3' Constater qu'il n'y a pas lieu de statuer sur une requête () 5° Statuer sur les requêtes qui ne présentent plus à juger de questions autres que la condamnation prévue à l'article L. 761-1 ou la charge des dépens () ".

Sur le non-lieu à statuer :

2. Par une décision du 27 février 2025, postérieure à l'introduction de la requête, le préfet de la Loire-Atlantique a enregistré la demande de titre de séjour de M. A et lui a délivré une autorisation provisoire de séjour le temps de l'examen de celle-ci. Dès lors, les conclusions de M. A aux fin d'annulation et d'injonction sous astreinte sont devenues sans objet. Il n'y a pas lieu d'y statuer.

Sur les frais liés au litige :

3. M. A a obtenu le bénéfice de l'aide juridictionnelle totale. Ainsi, son avocate peut se prévaloir des dispositions des articles L. 761-1 du code de justice administrative et 37 de la loi du 10 juillet 1991. Il y a lieu, dans les circonstances de l'espèce, et sous réserve que Me Rodrigues Devesas, avocate du requérant renonce à percevoir la somme correspondant à la part contributive de l'Etat, de mettre à la charge de l'Etat la somme de 500 euros.

O R D O N N E :

Article 1er : Il n'y a pas lieu de statuer sur les conclusions de M. A aux fins d'annulation et d'injonction sous astreinte.
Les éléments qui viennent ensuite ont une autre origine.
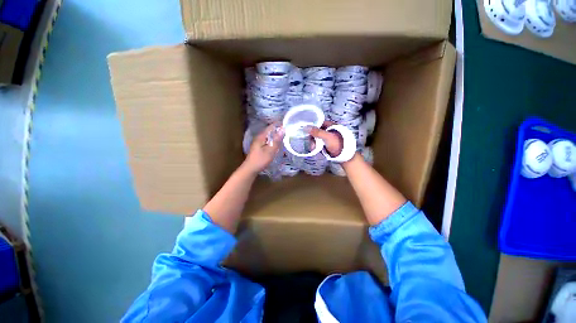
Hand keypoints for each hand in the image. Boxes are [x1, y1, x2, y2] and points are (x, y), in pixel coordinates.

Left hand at [243, 124, 284, 173]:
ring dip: (276, 136)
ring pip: (269, 136)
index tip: (288, 125)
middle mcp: (259, 137)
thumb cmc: (260, 160)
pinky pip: (268, 141)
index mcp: (261, 136)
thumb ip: (277, 140)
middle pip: (270, 131)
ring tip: (285, 137)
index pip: (271, 126)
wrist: (250, 169)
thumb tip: (283, 129)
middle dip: (279, 131)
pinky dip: (274, 141)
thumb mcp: (270, 150)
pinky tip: (278, 144)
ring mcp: (259, 142)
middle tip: (288, 132)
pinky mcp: (259, 147)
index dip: (279, 125)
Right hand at [308, 121, 342, 156]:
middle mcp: (328, 130)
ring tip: (313, 148)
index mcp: (330, 125)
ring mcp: (328, 137)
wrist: (344, 155)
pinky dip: (316, 146)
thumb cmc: (337, 144)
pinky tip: (315, 149)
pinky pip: (319, 143)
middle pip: (316, 131)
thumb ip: (317, 132)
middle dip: (312, 138)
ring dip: (314, 143)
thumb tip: (306, 127)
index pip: (318, 123)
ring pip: (317, 138)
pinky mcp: (327, 143)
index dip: (312, 127)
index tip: (307, 132)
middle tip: (312, 144)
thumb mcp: (327, 137)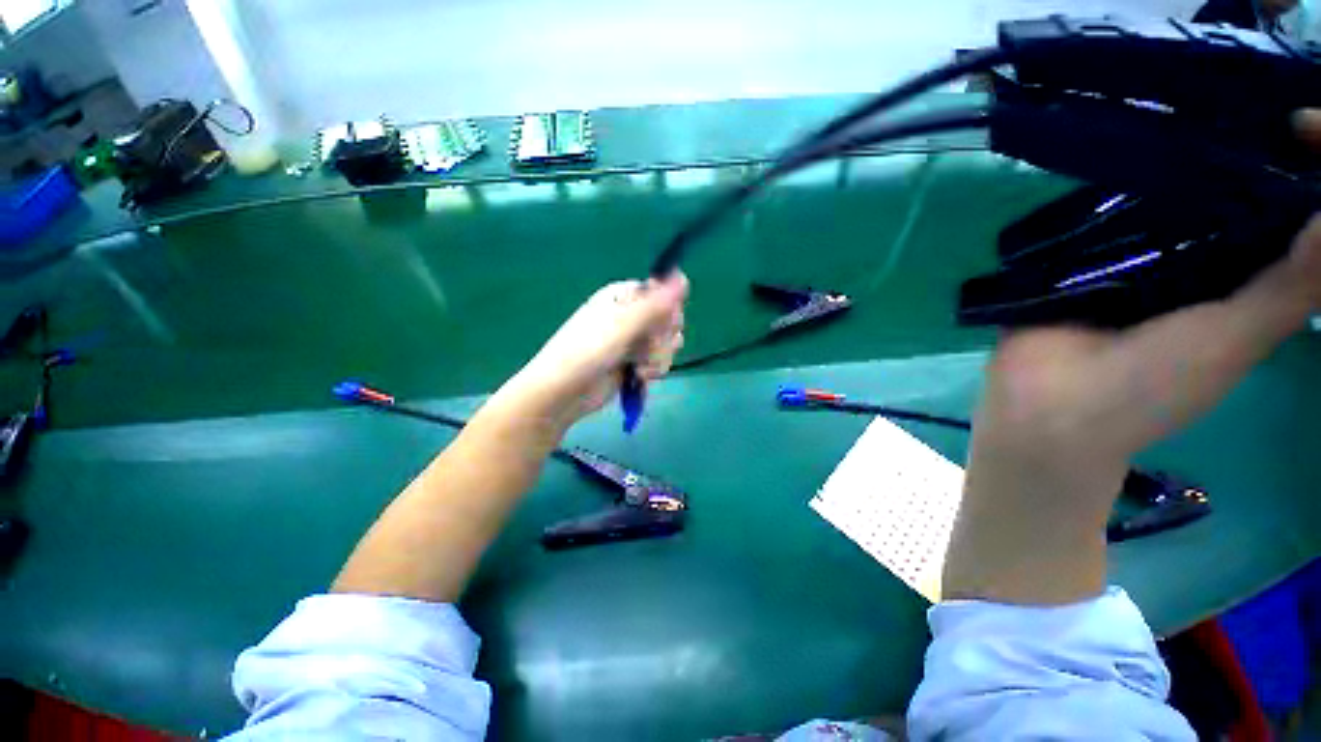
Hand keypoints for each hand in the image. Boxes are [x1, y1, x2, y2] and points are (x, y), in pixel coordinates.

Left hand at [506, 273, 687, 427]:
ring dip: (658, 359)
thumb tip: (683, 276)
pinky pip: (659, 361)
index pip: (663, 294)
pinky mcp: (636, 362)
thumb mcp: (623, 325)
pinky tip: (638, 378)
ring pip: (667, 344)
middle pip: (669, 320)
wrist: (565, 391)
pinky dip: (652, 371)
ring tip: (638, 368)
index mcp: (624, 297)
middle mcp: (631, 316)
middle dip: (663, 339)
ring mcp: (634, 341)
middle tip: (646, 347)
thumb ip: (655, 304)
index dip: (668, 311)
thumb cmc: (588, 351)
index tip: (663, 324)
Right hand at [943, 113, 1320, 603]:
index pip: (1293, 215)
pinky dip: (1122, 177)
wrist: (1044, 407)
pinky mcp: (1081, 252)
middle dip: (1250, 150)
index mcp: (1247, 282)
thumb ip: (1292, 286)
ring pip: (1174, 192)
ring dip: (1186, 156)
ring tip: (1190, 110)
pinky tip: (1129, 144)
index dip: (1309, 169)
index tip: (1300, 127)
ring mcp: (1136, 253)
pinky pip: (1110, 204)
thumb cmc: (1149, 389)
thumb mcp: (1234, 341)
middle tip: (1248, 105)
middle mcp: (1200, 260)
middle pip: (1237, 191)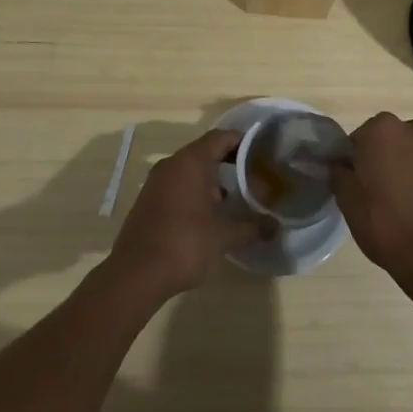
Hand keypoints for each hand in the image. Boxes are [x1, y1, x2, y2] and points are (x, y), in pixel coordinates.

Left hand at [109, 128, 268, 300]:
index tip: (261, 150)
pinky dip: (193, 190)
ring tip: (232, 197)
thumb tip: (276, 226)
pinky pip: (176, 184)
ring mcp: (156, 181)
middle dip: (228, 161)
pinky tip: (206, 214)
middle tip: (251, 174)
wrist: (137, 274)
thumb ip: (252, 227)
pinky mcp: (147, 199)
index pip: (220, 137)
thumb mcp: (225, 236)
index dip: (242, 141)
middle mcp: (172, 164)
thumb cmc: (185, 244)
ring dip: (210, 178)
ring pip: (189, 168)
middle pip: (204, 150)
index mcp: (191, 162)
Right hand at [330, 113, 412, 291]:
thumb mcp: (346, 199)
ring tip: (409, 192)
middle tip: (380, 187)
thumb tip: (341, 163)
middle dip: (386, 155)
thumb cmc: (381, 222)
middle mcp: (411, 129)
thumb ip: (339, 172)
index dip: (357, 159)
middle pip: (391, 137)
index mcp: (380, 129)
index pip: (361, 137)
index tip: (357, 181)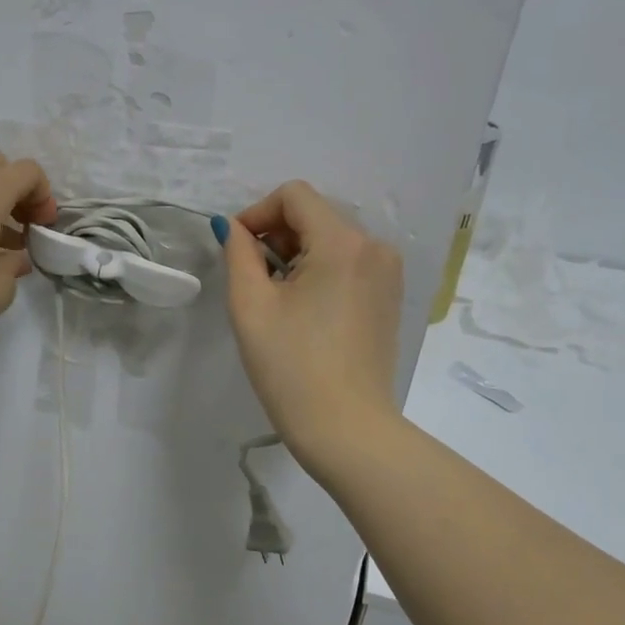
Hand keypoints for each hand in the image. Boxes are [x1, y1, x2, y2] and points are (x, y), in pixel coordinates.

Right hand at [222, 181, 403, 468]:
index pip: (294, 196)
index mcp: (343, 242)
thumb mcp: (250, 305)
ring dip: (296, 255)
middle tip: (252, 280)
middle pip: (314, 215)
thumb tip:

Article 2 : L'Etat versera à Me Rodrigues Devesas une somme de 500 (cinq cents) euros en application des dispositions de l'article L. 761-1 du code de justice administrative et de l'article 37 de la loi du 10 juillet 1991, sous réserve qu'elle renonce à percevoir la somme correspondant à la part contributive de l'État.

Article 3 : La présente ordonnance sera notifiée à M. B A, au préfet de la Loire-Atlantique et à Me Rodrigues Devesas.

Fait à Nantes, le 26 mars 2025.

La présidente,

S. RIMEU

La République mande et ordonne au préfet de la Loire-Atlantique en ce qui le concerne ou à tous commissaires de justice à ce requis en ce qui concerne les voies de droit commun contre les parties privées, de pourvoir à l'exécution de la présente décision.